I haven’t stopped buying things that I need or are useful. The stuff that was always somewhat better thought-through is still ordered. What I don’t get are the piles of junk that I might use once then toss in a drawer and eventually throw out or give away. Chase informs me that my spending with Amazon has decreased significantly, and Amazon is just the most egregious example. Adding friction back into my shopping has caused me to buy less from everybody.

Removing the rideshare app from my phone’s home screen seems to have resulted in me walking and taking transit a lot more. The app is still there! I could easily search for and bring it up, as I have from time to time in random airports. But it’s no longer right in my face, so it’s used less. The fact that these services increasingly suck, and are usually far more expensive than alternatives helps. I’ve killed off the food delivery apps. Now I wait to get home before I order food, and somehow once I’m home where I can heat up leftovers, the urgency of ordering disappears. I’m eating better too.

There are other things. I’ve always been good about fixing things, but I’ve become even more so. With a bit of work, I’ve discovered that it’s easy to find good tools used, or to borrow them when I need to fix something that’s beyond the capabilities of what I have at home. My building’s handyman and the foreman for a construction site across the street have been great sources of “tools I only need once.”

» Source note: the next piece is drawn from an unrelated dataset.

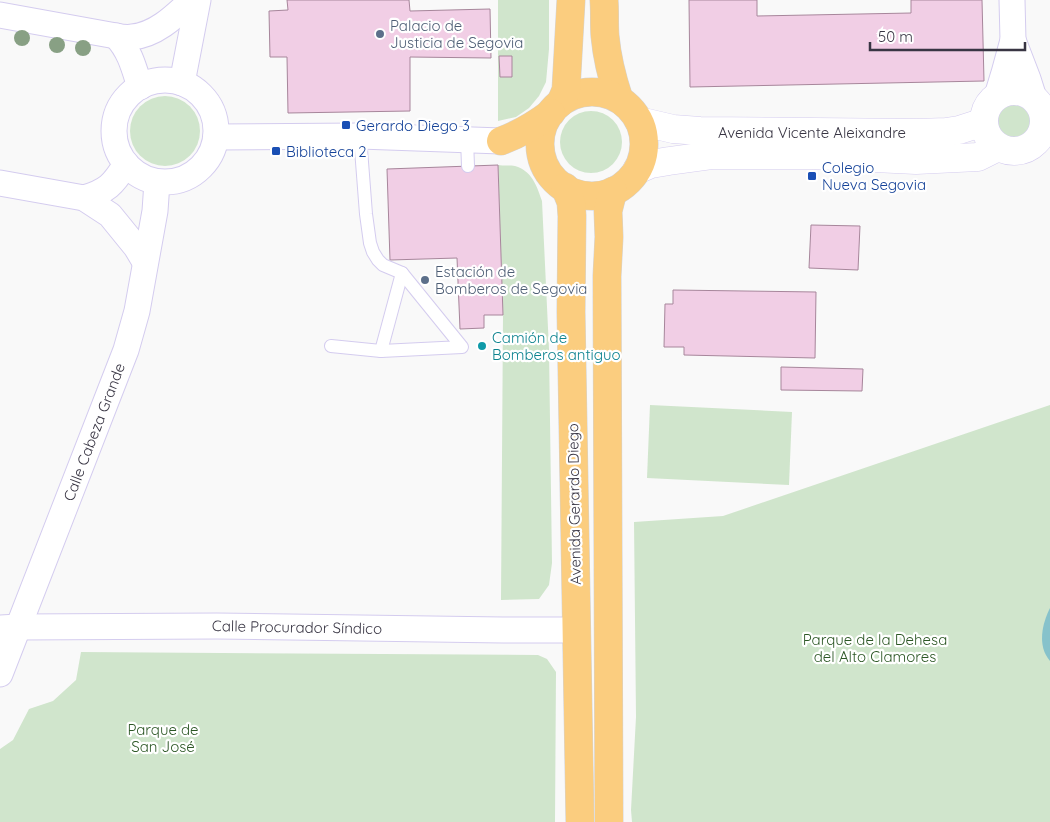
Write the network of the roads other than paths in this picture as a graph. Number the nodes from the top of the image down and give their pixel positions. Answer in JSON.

The most important thing is that what I’m doing is something I can keep going over the long haul. I don’t think that’s true of the “no-buy year” concept. One of the individuals quoted said she even stopped dating, lest she have to admit that she doesn’t shop much, and has a social media stream full of content about not buying things. That seems like the kind of extreme typical of an unsustainable crash diet. But my approach is focused on long-term smaller changes that add up. If I went back to another super-paying job tomorrow, I’d continue doing what I’m doing now because my life is better this way. Some people may think I’m weird because I don’t have Uber at my fingertips, and I’m thinking about walking or public transport, but they probably think I’m weird already. I’ll live.